Le pool céréalier doit pouvoir permettre une coordination des politiques de commerce des différents pays sur le marché mondial des céréales. Cela devrait permettre de considérablement réduire les risques de fluctuation des prix et d’éviter des pertes conjoncturelles, selon Mykola Azarov. « Nous avons enfin réussi à trouver un terrain d’entente, et j’espère que nous allons pouvoir aller de l’avant, sachant que nos pays jouent un rôle clé en tant qu’exportateurs de grains sur la scène internationale. La création de nouvelles logistiques sera bénéfique à nos pays », a rajouté Dmitry Medvedev. Il est envisagé que le pool prenne la forme d’une association que d’autres pays puissent rejoindre. Et notamment, que soit mise en place une bourse des grains mer Noire.
Ambition géopolitique forte de la part de la Russie
« On sent que la Russie et ses partenaires font de l’exportation de céréales un point stratégique fort. Le volontarisme des ces pays contraste avec la politique européenne ou française », regrette Laurent Martel, DG de Sénalia. Alors que le gouvernement français tente de satisfaire les producteurs, mais aussi les consommateurs avec une loi agricole ayant pour ambition de renforcer l’agriculture tout en incitant à des pratiques plus écologiques (donnant un signal d’une moindre production), « Vladimir Poutine est très conscient de l’importance du marché mondial des grains », estime Sébastien Abis, analyste géopolitique. « Ce pool est un pari stratégique de type Opep du blé. Il existe des motifs très forts à pousser cette alliance avec l’Ukraine, en particulier pour le rayonnement global de la Russie.
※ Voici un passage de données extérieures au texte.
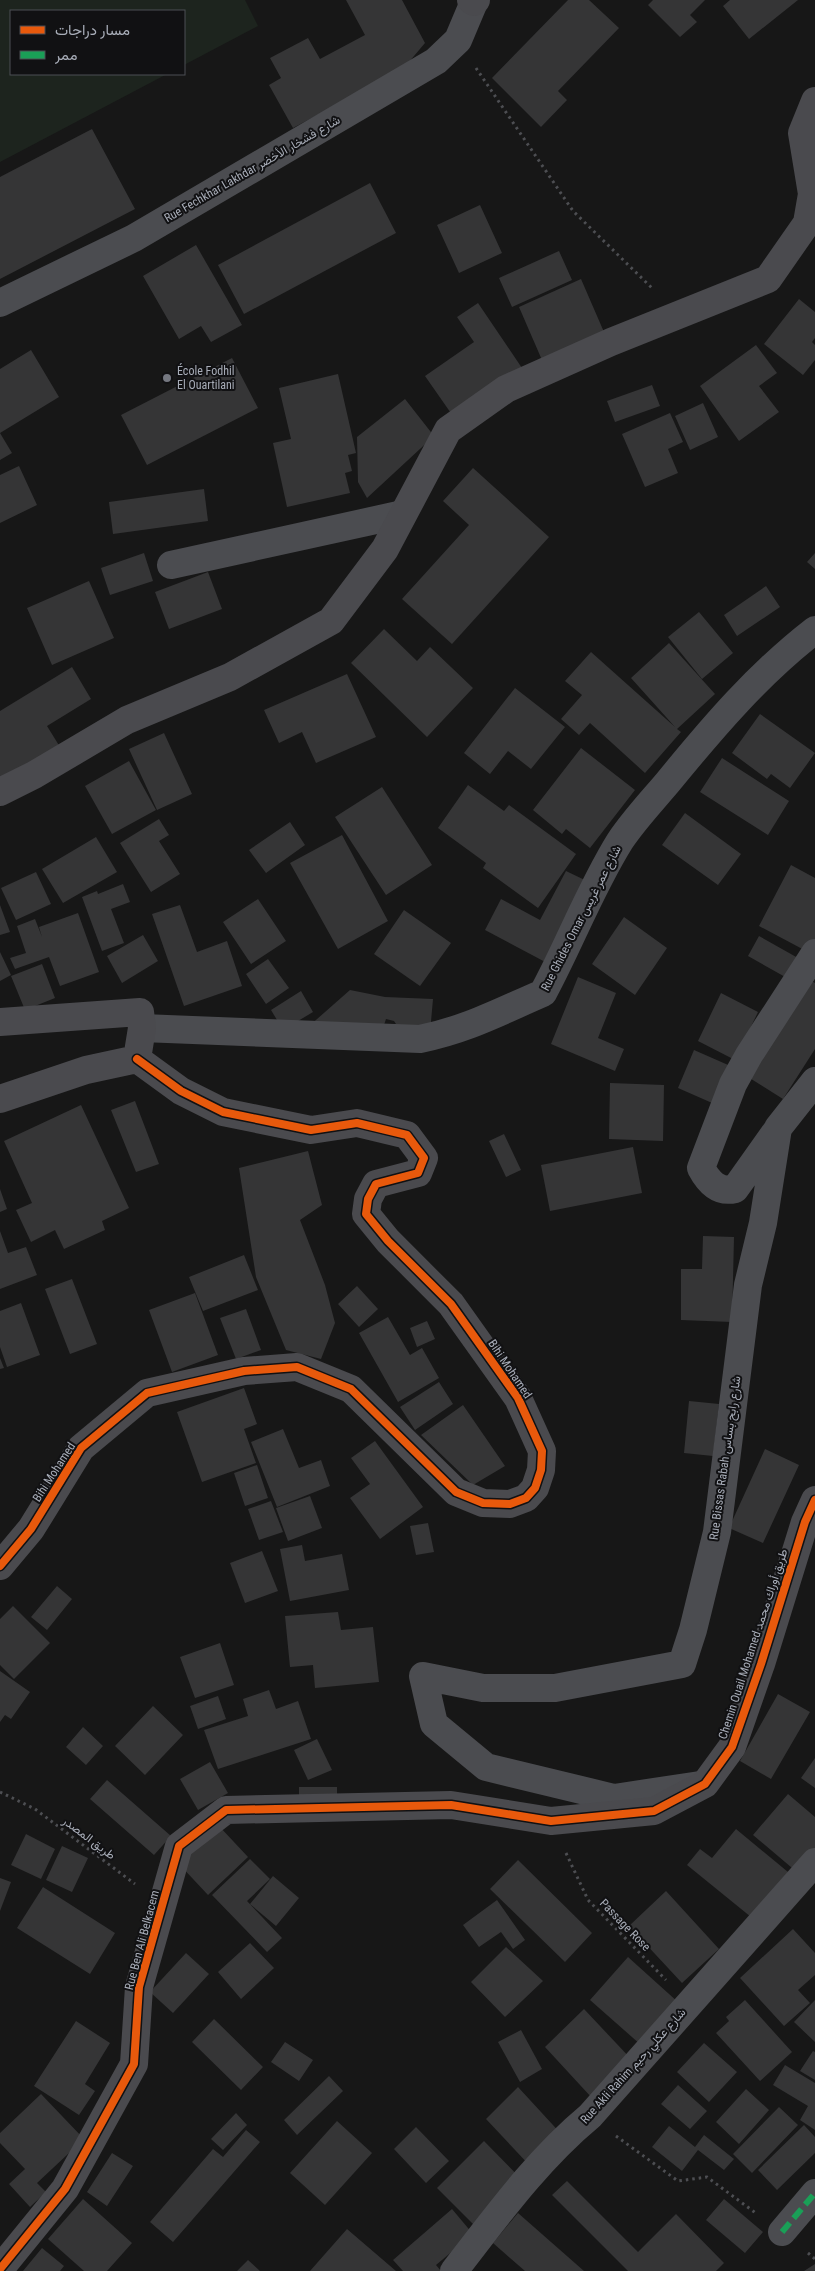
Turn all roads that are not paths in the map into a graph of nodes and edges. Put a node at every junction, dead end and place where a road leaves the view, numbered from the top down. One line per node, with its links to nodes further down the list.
1 (474, 1): 3 (street, Rue Fechkhar Lakhdar شارع فشخار الأخضر)
2 (815, 101): 4 (street)
3 (0, 303)
4 (404, 514): 5 (street); 7 (street)
5 (171, 565)
6 (815, 630): 10 (street, Rue Ghides Omar شارع عمر غريس)
7 (0, 792)
8 (815, 953): 14 (street)
9 (0, 1022): 10 (street)
10 (142, 1028): 11 (street)
11 (137, 1059): 13 (street); 16 (street, Bihi Mohamed)
12 (815, 1081): 14 (street, Rue Bissas Rabah شارع رابح بساس)
13 (0, 1099)
14 (778, 1128): 17 (street, Rue Bissas Rabah شارع رابح بساس)
15 (815, 1500): 17 (street, Chemin Ouail Mohamed طريق أوراك محمد)
16 (0, 1566)
17 (705, 1784): 18 (street, Chemin Ouail Mohamed طريق أوراك محمد)
18 (286, 1809): 22 (street, Rue Ben Ali Belkacem)
19 (815, 1862): 23 (street, Rue Akli Rahim شارع عكلي رحيم)
20 (815, 2193): 21 (street)
21 (782, 2232)
22 (0, 2269)
23 (454, 2271)

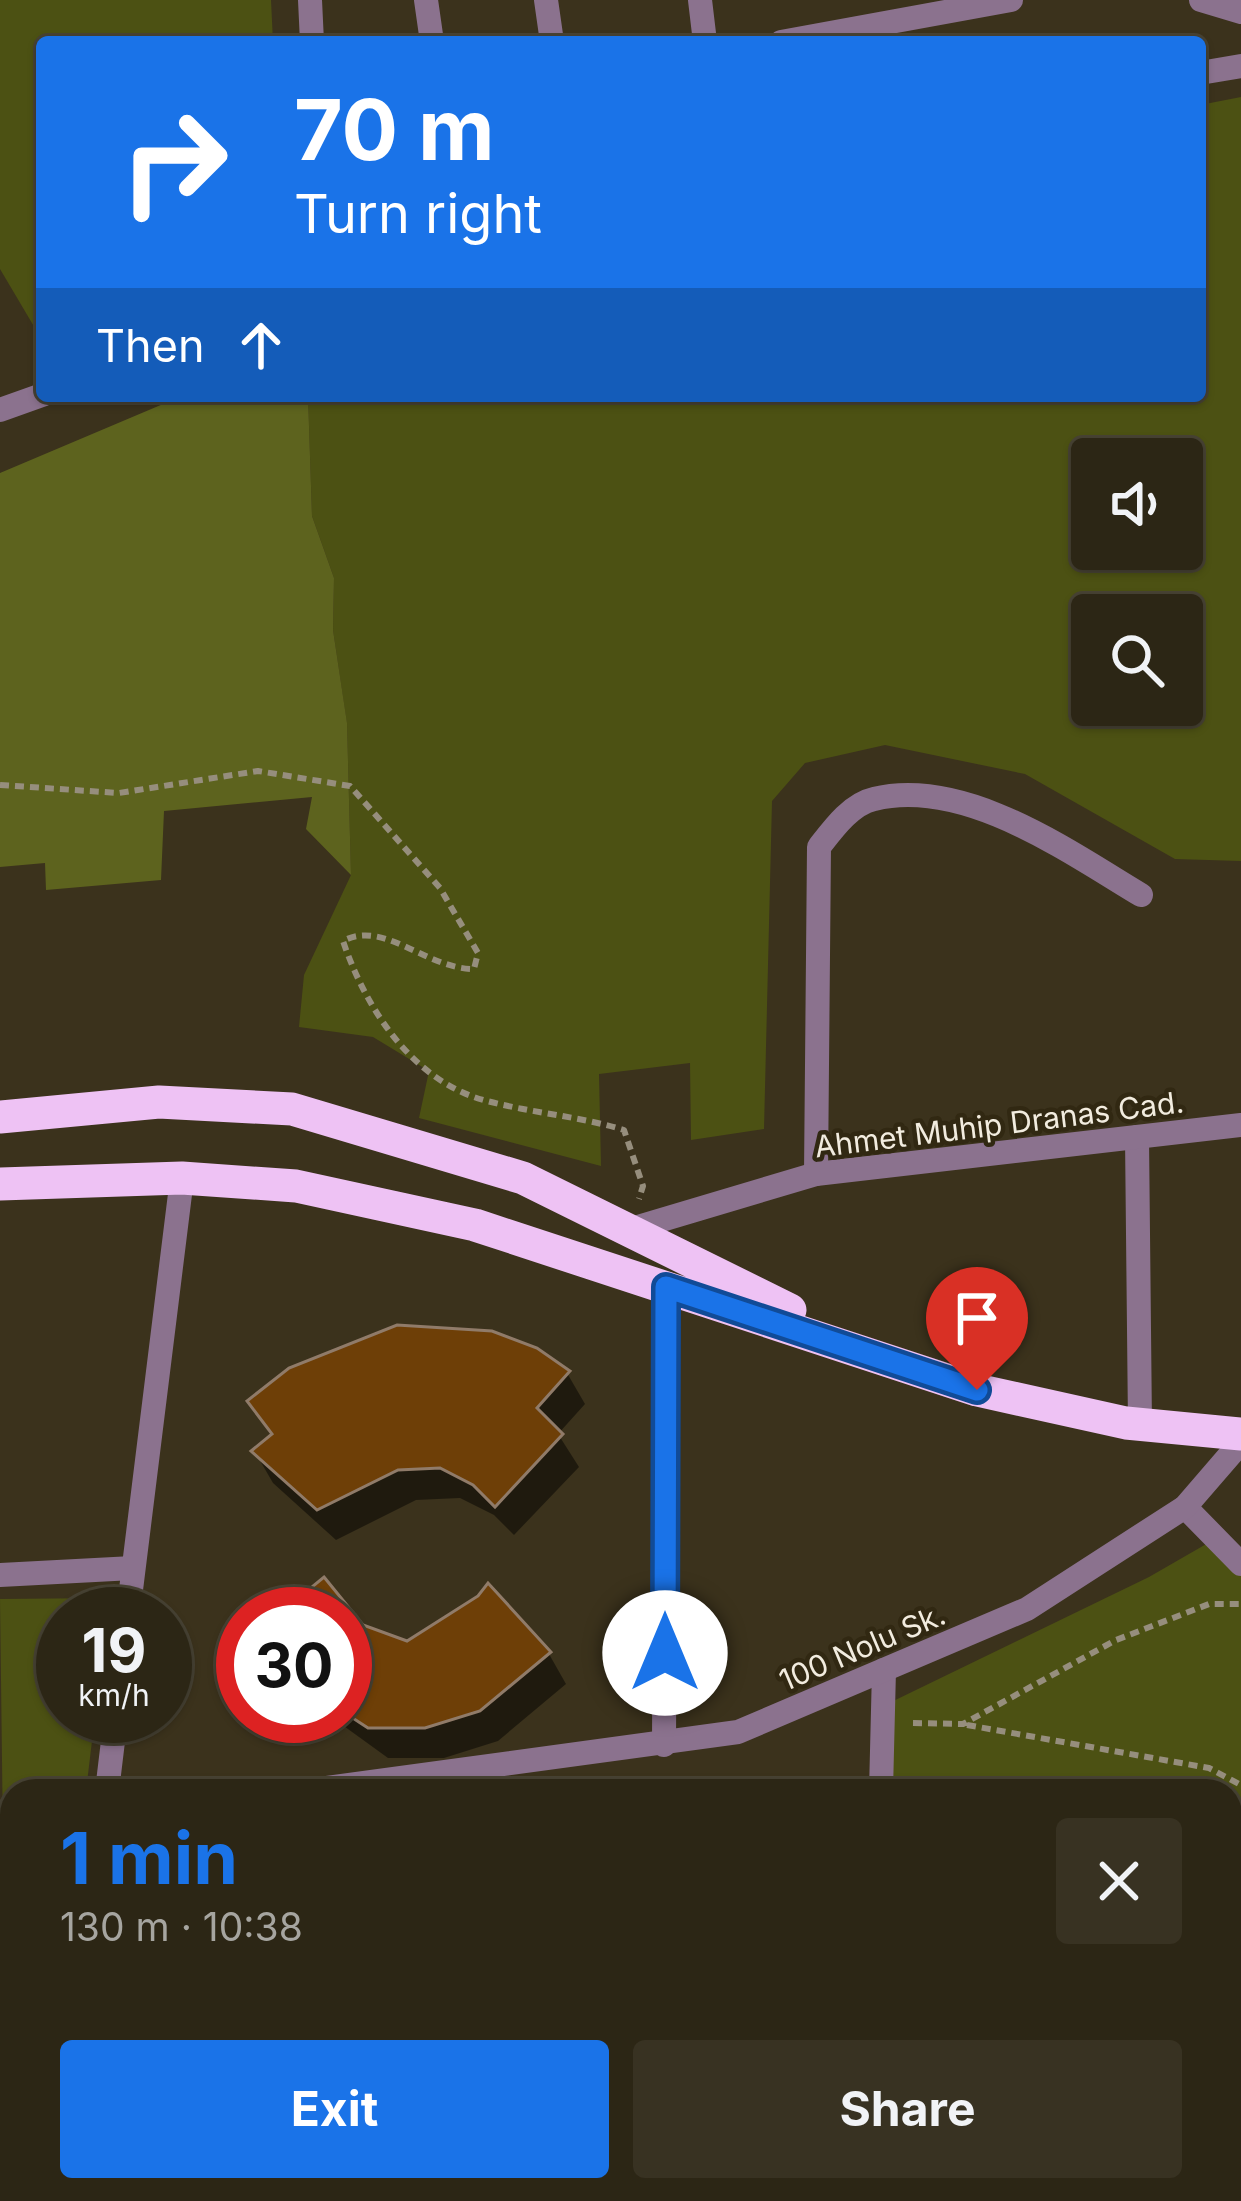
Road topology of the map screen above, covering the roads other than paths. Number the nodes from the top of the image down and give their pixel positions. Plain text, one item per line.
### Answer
1 (310, 0) edge
2 (426, 0) edge
3 (546, 0) edge
4 (700, 0) edge
5 (1011, 0) edge
6 (1201, 0) edge
7 (1241, 12) edge
8 (312, 36) edge
9 (431, 36) edge
10 (551, 36) edge
11 (704, 36) edge
12 (814, 36) edge
13 (1241, 65) edge
14 (1206, 72) edge
15 (36, 397) edge
16 (0, 410) edge
17 (1142, 896) dead end
18 (0, 1117) edge
19 (1241, 1125) edge
20 (1137, 1137) junction
21 (816, 1174) junction
22 (182, 1178) junction
23 (0, 1184) edge
24 (628, 1230) junction
25 (666, 1287) junction
26 (905, 1366) junction
27 (1140, 1425) junction
28 (1241, 1438) edge
29 (1185, 1507) junction
30 (1241, 1564) edge
31 (133, 1568) junction
32 (0, 1575) edge
33 (131, 1587) edge
34 (884, 1670) junction
35 (113, 1743) edge
36 (664, 1744) junction
37 (108, 1779) edge
38 (397, 1779) edge
39 (881, 1779) edge

1 - 8 street
2 - 9 street
3 - 10 street
4 - 11 street
5 - 12 street
6 - 7 street
13 - 14 street
15 - 16 street
17 - 21 street
18 - 24 highway
19 - 20 street, Ahmet Muhip Dranas Cad.
20 - 21 street, Ahmet Muhip Dranas Cad.
20 - 27 street
21 - 24 street, Ahmet Muhip Dranas Cad.
22 - 23 highway
22 - 25 highway
22 - 31 street
24 - 26 highway
25 - 26 highway
25 - 36 street
26 - 27 highway
27 - 28 highway
28 - 29 street, 100 Nolu Sk.
29 - 30 street
29 - 34 street, 100 Nolu Sk.
31 - 32 street
31 - 33 street
34 - 36 street, 100 Nolu Sk.
34 - 39 street
35 - 37 street
36 - 38 street, 100 Nolu Sk.

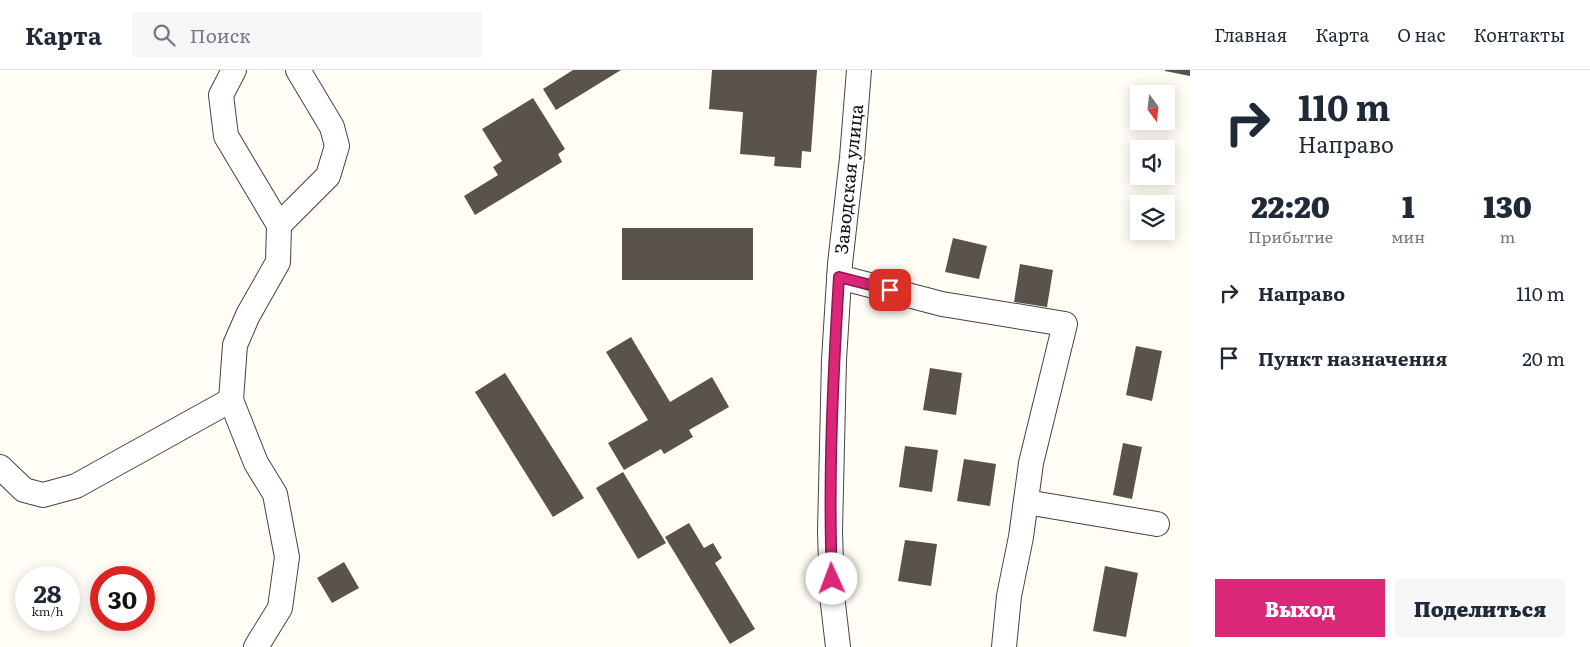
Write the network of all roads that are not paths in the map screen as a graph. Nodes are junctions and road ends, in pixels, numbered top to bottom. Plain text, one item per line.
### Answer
1 (234, 70) edge
2 (298, 70) edge
3 (859, 70) edge
4 (279, 225) junction
5 (839, 277) junction
6 (231, 400) junction
7 (0, 468) edge
8 (1026, 502) junction
9 (1157, 524) dead end
10 (256, 647) edge
11 (838, 647) edge
12 (1004, 647) edge

1 - 4 street
2 - 4 street
3 - 5 street, Заводская улица
4 - 6 street
5 - 8 street
5 - 11 street, Заводская улица
6 - 7 street
6 - 10 street
8 - 9 street
8 - 12 street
Avec une Union européenne qui cherche à se rapprocher de l’Ukraine, la Russie utilise des arguments plus flatteurs envers cette dernière, changeant ainsi des traditionnelles menaces auxquelles le pays s’était habitué, compte tenu de sa dépendance vis-à-vis de la Russie pour le gaz », poursuit-il.
L’économiste note également les relations diplomatiques croissantes entre la Chine et l’Ukraine, en référence au récent accord entre les deux pays concernant l’approvisionnement du géant asiatique en maïs. Et de s’interroger : « Est-on conscient de l’intérêt de cette question dans les discussions actuelles entre l’UE et l’Ukraine ? Il est aberrant que sur les céréales, un rapprochement ne soit pas à l’étude. »
Attention également à une éventuelle extension de ce pool. « Il serait encore plus puissant avec l’arrivée de la Turquie, qui n’est pas à exclure, ce pays ayant été écarté de l’adhésion à l’UE à maintes reprises ».
Des obstacles à lever
« Sans la présence de l’Ukraine, ce pool n’a pas de raison d’être », avance Sébastien Abis. Les obstacles existent. « Je pense, qu’aujourd’hui, la création d’un pool céréalier n’est pas réaliste », jugeait Leonid Kozachenko, président de la Confédération agricole ukrainienne, lors d’une conférence d’Interfax, le 27 septembre. Selon lui, cela nécessiterait d’avoir un monopole de l’état sur les exportations de grains. « Je pense qu’il est impossible de faire ça en Ukraine, sachant qu’il y a plus de 400 entreprises qui exportent des marchandises. »
Du côté des règles du commerce internationale, « la création de ce pool sera difficilement attaquable s’il permet de contribuer à la transparence du marché, notamment avec le partage d’informations. Cela ne devrait pas nécessairement accentuer la volatilité des prix, et pourrait même rassurer les pays importateurs qui cherchent une sécurité de leurs approvisionnements dans le temps, en quantité, en qualité et en prix », explique Sébastien Abis.